Did anyone on here pick this one up last night Item 360197234426 gave it my best shot but got outbid by $2.50. seller thought it was quartz.


----------



## diddy (Jun 18, 2007)

the bidder info shows him/her to be a power seller (with a feedback of 913) so could it be a dealer?


----------



## watchnutz (Jan 18, 2008)

Wasn't me, Ken, as I had not seen the listing. Interesting Waltham since I don't think I've seen any others with a Landeron movement. I have one with an ESA 9154 movement and a rather plain dial with Swissonic on it.

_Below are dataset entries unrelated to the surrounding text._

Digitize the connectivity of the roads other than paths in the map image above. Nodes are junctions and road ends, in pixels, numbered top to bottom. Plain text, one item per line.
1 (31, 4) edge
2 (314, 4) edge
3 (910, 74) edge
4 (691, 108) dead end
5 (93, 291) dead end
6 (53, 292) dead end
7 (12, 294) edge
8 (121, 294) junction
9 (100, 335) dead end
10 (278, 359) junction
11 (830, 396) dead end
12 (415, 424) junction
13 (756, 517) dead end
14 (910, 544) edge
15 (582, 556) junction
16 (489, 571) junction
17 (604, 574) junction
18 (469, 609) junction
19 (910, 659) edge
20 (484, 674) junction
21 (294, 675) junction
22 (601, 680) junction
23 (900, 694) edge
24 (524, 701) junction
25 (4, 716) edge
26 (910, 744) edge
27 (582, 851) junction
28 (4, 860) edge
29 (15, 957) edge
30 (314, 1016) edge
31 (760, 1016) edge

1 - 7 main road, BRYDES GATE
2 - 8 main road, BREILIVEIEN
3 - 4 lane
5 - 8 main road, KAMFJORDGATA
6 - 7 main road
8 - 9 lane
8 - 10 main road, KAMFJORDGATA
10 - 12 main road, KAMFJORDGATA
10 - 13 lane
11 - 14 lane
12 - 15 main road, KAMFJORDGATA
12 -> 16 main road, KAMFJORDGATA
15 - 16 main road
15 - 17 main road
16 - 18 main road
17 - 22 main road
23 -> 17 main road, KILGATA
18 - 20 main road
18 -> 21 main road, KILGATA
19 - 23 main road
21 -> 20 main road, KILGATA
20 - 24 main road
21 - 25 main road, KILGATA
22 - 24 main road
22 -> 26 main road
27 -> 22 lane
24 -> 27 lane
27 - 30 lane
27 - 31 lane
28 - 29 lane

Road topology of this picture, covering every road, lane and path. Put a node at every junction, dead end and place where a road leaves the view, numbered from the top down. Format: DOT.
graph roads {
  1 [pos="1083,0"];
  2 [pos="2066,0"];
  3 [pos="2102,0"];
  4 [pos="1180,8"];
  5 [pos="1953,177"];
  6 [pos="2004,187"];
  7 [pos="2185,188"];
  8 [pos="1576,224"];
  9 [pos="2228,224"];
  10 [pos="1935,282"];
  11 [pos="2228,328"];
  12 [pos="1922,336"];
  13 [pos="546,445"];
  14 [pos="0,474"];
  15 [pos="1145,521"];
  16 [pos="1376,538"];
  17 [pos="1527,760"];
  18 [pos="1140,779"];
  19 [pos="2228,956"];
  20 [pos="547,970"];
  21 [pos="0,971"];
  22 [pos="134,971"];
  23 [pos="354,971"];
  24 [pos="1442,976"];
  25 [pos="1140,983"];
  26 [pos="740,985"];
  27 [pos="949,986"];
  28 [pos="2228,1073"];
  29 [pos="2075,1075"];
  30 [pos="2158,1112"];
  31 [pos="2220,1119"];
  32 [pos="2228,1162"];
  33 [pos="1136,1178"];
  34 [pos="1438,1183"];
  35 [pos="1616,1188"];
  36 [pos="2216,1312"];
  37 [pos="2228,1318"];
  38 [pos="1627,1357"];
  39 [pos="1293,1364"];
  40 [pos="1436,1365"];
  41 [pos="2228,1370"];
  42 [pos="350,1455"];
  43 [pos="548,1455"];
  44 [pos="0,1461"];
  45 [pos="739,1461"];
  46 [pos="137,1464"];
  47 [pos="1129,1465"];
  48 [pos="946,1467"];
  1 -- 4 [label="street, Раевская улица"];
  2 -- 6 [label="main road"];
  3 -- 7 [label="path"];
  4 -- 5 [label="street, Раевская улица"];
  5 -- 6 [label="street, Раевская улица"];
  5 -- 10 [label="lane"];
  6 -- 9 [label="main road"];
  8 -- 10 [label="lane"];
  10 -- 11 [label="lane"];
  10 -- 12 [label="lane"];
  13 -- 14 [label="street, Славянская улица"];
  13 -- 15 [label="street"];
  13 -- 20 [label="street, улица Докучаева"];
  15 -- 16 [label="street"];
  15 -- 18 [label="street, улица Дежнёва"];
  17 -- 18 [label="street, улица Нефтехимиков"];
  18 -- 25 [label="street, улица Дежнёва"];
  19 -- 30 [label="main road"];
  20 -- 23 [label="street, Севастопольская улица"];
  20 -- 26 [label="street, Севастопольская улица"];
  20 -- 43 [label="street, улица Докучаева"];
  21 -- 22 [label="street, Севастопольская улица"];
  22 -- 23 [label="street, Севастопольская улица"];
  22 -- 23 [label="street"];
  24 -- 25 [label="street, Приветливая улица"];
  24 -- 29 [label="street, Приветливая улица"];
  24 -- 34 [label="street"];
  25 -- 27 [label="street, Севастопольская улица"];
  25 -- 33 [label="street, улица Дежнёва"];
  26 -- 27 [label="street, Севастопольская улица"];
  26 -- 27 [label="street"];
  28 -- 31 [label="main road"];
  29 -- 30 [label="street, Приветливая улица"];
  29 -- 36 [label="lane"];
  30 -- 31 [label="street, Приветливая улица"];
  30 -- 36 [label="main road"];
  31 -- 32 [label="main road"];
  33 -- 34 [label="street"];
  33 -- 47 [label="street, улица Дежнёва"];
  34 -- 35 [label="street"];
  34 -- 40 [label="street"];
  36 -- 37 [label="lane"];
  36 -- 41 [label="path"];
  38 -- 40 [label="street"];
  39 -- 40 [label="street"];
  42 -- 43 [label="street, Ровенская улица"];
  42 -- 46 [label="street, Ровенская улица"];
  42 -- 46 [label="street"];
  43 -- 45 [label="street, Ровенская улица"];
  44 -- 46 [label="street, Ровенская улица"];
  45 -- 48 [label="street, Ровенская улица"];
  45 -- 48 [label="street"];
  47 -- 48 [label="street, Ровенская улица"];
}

I like the dial on that one.

As for the dealer if you look at his other items, he is a dealer in any yard sale type items and not watches.


----------



## martinus_scriblerus (Sep 29, 2008)

Let's play guess who. He's a forum member, but it wasn't me. I was going to bid on it, but he asked me to stand down on this one.


----------



## Silver Hawk (Dec 2, 2003)

martinus_scriblerus said:


> Let's play guess who. He's a forum member, but it wasn't me. I was going to bid on it, but he asked me to stand down on this one.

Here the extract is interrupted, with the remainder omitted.